Sequential role of RAD51 paralog complexes in replication fork remodeling and restart.

机构信息

Institute of Molecular Cancer Research, University of Zurich, Winterthurerstrasse 190, 8057, Zurich, Switzerland.

Department of Molecular Mechanisms of Disease, University of Zurich, Winterthurerstrasse 190, 8057, Zurich, Switzerland.

出版信息

Nat Commun. 2020 Jul 15;11(1):3531. doi: 10.1038/s41467-020-17324-z.
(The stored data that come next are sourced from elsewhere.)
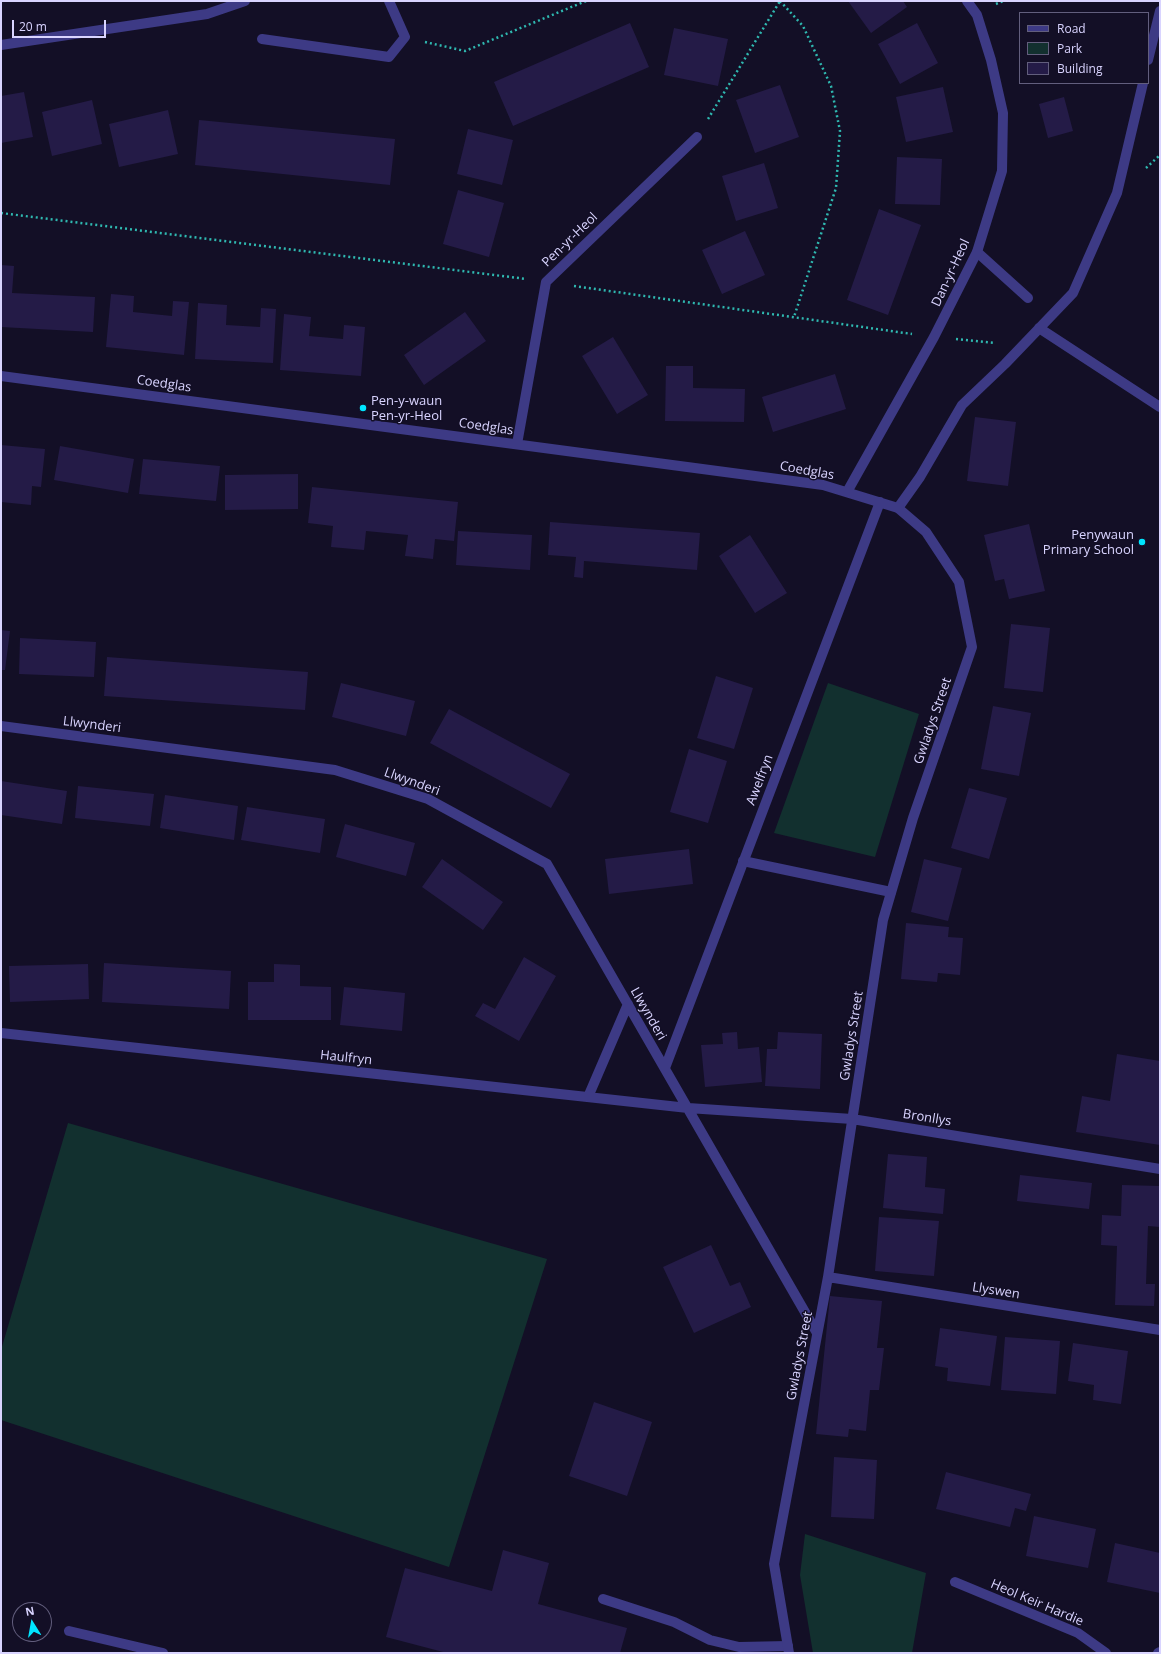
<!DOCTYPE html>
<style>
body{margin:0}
#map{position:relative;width:1161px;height:1654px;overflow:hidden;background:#130f26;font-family:"Open Sans",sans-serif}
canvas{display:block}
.frame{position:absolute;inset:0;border:2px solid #d9d4ff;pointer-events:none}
.legend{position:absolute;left:1019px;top:12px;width:130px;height:72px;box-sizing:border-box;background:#130f26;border:1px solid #625e7d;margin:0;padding:5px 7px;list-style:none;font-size:12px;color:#d9d4ff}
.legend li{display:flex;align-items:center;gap:8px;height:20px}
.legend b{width:20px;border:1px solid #625e7d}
.north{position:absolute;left:12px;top:1602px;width:40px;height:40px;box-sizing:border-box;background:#130f26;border:1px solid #625e7d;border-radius:50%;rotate:349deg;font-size:11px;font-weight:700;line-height:16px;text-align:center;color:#d9d4ff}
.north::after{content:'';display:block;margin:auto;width:14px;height:18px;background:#00e5ff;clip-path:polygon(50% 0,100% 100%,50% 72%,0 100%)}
.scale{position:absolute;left:12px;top:20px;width:94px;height:18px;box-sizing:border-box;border:2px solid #d9d4ff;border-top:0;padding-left:5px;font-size:12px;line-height:14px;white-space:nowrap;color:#d9d4ff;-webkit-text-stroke:3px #130f26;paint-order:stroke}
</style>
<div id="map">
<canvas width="1161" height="1654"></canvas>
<div class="frame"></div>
<ul class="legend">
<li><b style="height:5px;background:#3d3a85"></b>Road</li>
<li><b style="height:11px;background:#12302f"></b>Park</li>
<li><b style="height:11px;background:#241b47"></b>Building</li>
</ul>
<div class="north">N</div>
<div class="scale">20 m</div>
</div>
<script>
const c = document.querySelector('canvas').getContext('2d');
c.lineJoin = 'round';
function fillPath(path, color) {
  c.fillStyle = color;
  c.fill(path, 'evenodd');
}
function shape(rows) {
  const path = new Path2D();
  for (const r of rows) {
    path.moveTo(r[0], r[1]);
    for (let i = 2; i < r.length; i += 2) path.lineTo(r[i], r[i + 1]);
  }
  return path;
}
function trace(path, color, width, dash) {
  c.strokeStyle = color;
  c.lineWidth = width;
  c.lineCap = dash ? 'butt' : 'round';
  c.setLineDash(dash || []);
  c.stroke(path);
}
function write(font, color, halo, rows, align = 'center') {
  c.font = font + ' "Open Sans",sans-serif';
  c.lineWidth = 3;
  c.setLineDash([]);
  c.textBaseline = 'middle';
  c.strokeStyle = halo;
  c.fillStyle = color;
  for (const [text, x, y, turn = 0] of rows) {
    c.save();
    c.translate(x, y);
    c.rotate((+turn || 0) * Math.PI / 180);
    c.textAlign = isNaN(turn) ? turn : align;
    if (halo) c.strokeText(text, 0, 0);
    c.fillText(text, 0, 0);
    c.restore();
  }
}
const green = shape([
 [828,683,919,714,875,857,774,833],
 [68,1123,547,1259,449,1567,1,1420,1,1350],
 [805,1534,926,1573,912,1653,813,1653,800,1575]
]);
const building = shape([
 [848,1,903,1,907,7,871,33],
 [630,23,649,67,513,126,494,82],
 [917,23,938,63,900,84,878,44],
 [674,28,728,39,718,86,664,75],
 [780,85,799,137,755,153,736,100],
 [943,87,953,132,906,142,896,97],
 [24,92,33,137,1,143,1,96],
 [1064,97,1073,131,1048,138,1039,104],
 [92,100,102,144,52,156,42,112],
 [168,110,178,154,119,167,109,124],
 [199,120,395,139,390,185,195,165],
 [468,129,513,140,502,185,457,174],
 [897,157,942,159,940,205,895,204],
 [764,163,778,208,736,221,722,176],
 [458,190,504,203,489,257,443,244],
 [879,209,921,225,888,315,847,300],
 [745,231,765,275,722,294,702,250],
 [1,265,14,266,12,293,95,297,93,332,1,327],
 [111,294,134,296,133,312,172,316,173,301,189,302,184,355,106,347],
 [198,303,227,305,226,325,260,327,261,308,276,309,273,363,195,359],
 [465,312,486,341,424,385,404,355],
 [284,314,311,317,309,336,343,339,344,325,365,327,361,376,280,370],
 [613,337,648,395,617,414,582,356],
 [666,366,693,366,693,388,745,389,744,422,665,421],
 [835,374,846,409,773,432,762,397],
 [975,417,1016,422,1008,486,967,481],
 [1,445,45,449,41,487,32,486,31,505,1,502],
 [60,446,134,459,128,493,54,480],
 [143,459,220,466,216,501,139,494],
 [298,474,298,509,225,510,225,475],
 [312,487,458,502,454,541,435,539,433,559,405,556,408,535,366,531,364,550,331,547,333,526,308,523],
 [550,522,700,533,697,570,584,561,583,578,574,577,576,557,548,555],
 [1029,524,1045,591,1009,599,1004,579,995,581,984,535],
 [458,531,532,535,530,570,456,565],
 [750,535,787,593,755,613,719,556],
 [1011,624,1050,628,1043,692,1004,688],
 [1,630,10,631,5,670,1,670],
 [20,638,96,642,94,677,19,674],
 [107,657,308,672,305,710,104,696],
 [716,676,753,688,734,749,697,738],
 [341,683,415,701,406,736,332,717],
 [993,706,1031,713,1019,776,981,769],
 [449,709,570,774,551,808,430,743],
 [689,749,727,761,708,823,670,812],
 [1,781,67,791,62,824,1,815],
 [78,786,154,794,150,826,75,818],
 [969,788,1007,798,989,859,951,848],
 [165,795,238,806,234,840,160,828],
 [247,807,325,819,320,853,241,840],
 [345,824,415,843,406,876,336,857],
 [689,849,693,884,609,894,605,859],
 [442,859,503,902,483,930,422,887],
 [924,859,962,868,948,921,911,912],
 [906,923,949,927,948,937,963,938,960,975,938,973,937,982,901,979],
 [524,957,556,976,519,1041,475,1016,483,1003,495,1009],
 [104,963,231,971,229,1009,102,1002],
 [88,964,89,999,10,1002,9,966],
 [274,964,300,965,300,986,331,987,331,1020,248,1020,248,982,274,982],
 [344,987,405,993,402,1031,340,1025],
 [737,1032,738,1049,759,1047,762,1082,705,1087,701,1045,723,1044,722,1033],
 [778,1032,822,1034,820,1089,765,1086,767,1049,777,1049],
 [1117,1054,1160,1061,1160,1145,1076,1132,1082,1096,1110,1101],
 [888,1154,927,1157,925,1187,945,1189,943,1214,883,1208],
 [1020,1175,1092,1183,1089,1209,1017,1201],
 [1122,1185,1160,1186,1160,1227,1148,1226,1146,1284,1155,1284,1154,1306,1115,1305,1117,1246,1101,1245,1102,1215,1121,1216],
 [879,1217,939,1221,934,1276,875,1271],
 [711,1245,730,1286,740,1282,751,1307,694,1333,663,1267],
 [830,1296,882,1301,877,1348,884,1348,879,1390,870,1390,866,1431,849,1429,848,1437,816,1434],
 [940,1328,997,1336,990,1386,947,1381,948,1368,935,1366],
 [1005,1337,1060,1341,1056,1394,1001,1390],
 [1073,1343,1128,1351,1121,1404,1093,1400,1094,1385,1068,1381],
 [594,1402,652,1422,627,1496,569,1476],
 [834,1457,877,1460,874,1519,831,1517],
 [946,1472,1031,1494,1026,1511,1015,1508,1010,1527,936,1509],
 [1034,1516,1096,1529,1088,1568,1026,1556],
 [1115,1543,1160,1553,1160,1593,1107,1582],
 [503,1550,549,1563,538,1604,627,1628,620,1653,447,1653,386,1637,405,1568,492,1591]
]);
const path = shape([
 [780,1,803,26,831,86,840,131,836,188,794,317],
 [996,4,1003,1],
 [425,42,465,51,586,1],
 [708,119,780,1],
 [1146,168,1160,155],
 [1,213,526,279],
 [574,286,912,334],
 [956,339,995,343]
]);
const lane = shape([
 [262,39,389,57,405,37,389,1],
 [1148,60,1160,11],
 [977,252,1028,298],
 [1039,328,1160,407],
 [898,508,920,477,962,405,1005,364,1073,293,1117,193,1143,83],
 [743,861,891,892],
 [603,1599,674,1622,710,1640,739,1647,788,1646],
 [69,1631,163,1653]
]);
const street = shape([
 [1,45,207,14,245,1],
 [1,376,823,485,898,508,926,532,959,582,972,647,913,818,883,920,828,1277,774,1564,789,1653],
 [517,444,546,282,697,137],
 [847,492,934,337,977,252,1002,171,1003,113,991,60,977,15,967,1],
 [1,726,335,770,428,799,547,864,817,1333],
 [1,1033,688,1108,852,1119,1160,1169],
 [665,1068,880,502],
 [588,1097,628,1004],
 [828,1277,1160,1330],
 [955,1582,1078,1633,1106,1653],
 [1158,1653,1160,1652]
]);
const markers = [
 [363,408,4,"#00e5ff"],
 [1142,542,4,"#00e5ff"]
];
const streetNames = [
 ["Pen-yr-Heol",570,240,-44],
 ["Dan-yr-Heol",951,273,-65],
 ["Coedglas",164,384,8],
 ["Coedglas",486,427,8],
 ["Coedglas",807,471,10],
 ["Gwladys Street",933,721,-71],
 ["Llwynderi",92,725,7],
 ["Awelfryn",760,780,-69],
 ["Llwynderi",412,782,20],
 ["Llwynderi",648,1014,60],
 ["Gwladys Street",852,1036,-81],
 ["Haulfryn",346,1058,6],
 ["Bronllys",927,1118,9],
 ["Llyswen",996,1291,9],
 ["Gwladys Street",800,1356,-79],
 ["Heol Keir Hardie",1037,1603,23]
];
const poiNames = [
 ["Pen-y-waun",371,401],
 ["Pen-yr-Heol",371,416],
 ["Penywaun",1134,535,"right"],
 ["Primary School",1134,550,"right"]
];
fillPath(green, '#12302f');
fillPath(building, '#241b47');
trace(path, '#2fb8b0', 2.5, [2, 3]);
trace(lane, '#3d3a85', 10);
trace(street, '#3d3a85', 10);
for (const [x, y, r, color] of markers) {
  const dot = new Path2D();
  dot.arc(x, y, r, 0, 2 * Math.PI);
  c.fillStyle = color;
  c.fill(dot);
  trace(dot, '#130f26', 1.5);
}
write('13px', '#d9d4ff', '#130f26', streetNames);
write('13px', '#d9d4ff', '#130f26', poiNames, 'left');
</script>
DOI:10.1038/s41467-020-17324-z
PMID:32669601
原文链接:https://pmc.ncbi.nlm.nih.gov/articles/PMC7363682/
Abstract

Homologous recombination (HR) factors were recently implicated in DNA replication fork remodeling and protection. While maintaining genome stability, HR-mediated fork remodeling promotes cancer chemoresistance, by as-yet elusive mechanisms. Five HR cofactors - the RAD51 paralogs RAD51B, RAD51C, RAD51D, XRCC2 and XRCC3 - recently emerged as crucial tumor suppressors. Albeit extensively characterized in DNA repair, their role in replication has not been addressed systematically. Here, we identify all RAD51 paralogs while screening for modulators of RAD51 recombinase upon replication stress. Single-molecule analysis of fork progression and architecture in isogenic cellular systems shows that the BCDX2 subcomplex restrains fork progression upon stress, promoting fork reversal. Accordingly, BCDX2 primes unscheduled degradation of reversed forks in BRCA2-defective cells, boosting genomic instability. Conversely, the CX3 subcomplex is dispensable for fork reversal, but mediates efficient restart of reversed forks. We propose that RAD51 paralogs sequentially orchestrate clinically relevant transactions at replication forks, cooperatively promoting fork remodeling and restart.

摘要

同源重组 (HR) 因子最近被牵涉到 DNA 复制叉重塑和保护中。虽然维持基因组稳定性,但 HR 介导的叉重塑通过迄今仍难以捉摸的机制促进癌症的化疗耐药性。五个 HR 辅助因子 - RAD51 蛋白家族的 RAD51B、RAD51C、RAD51D、XRCC2 和 XRCC3 - 最近被认为是关键的肿瘤抑制因子。尽管在 DNA 修复中得到了广泛的研究,但它们在复制中的作用尚未得到系统的研究。在这里,我们在复制应激时筛选 RAD51 重组酶的调节剂,鉴定了所有的 RAD51 同源蛋白。在同基因细胞系统中对叉进展和结构的单分子分析表明,BCDX2 亚基复合物在应激时会抑制叉的进展,促进叉的反转。因此,BCDX2 在 BRCA2 缺陷细胞中引发非计划的反转叉降解,从而增强基因组不稳定性。相反,CX3 亚基对于叉反转不是必需的,但介导反转叉的有效重新启动。我们提出,RAD51 同源蛋白序列地协调复制叉上的临床相关反应,协同促进叉重塑和重新启动。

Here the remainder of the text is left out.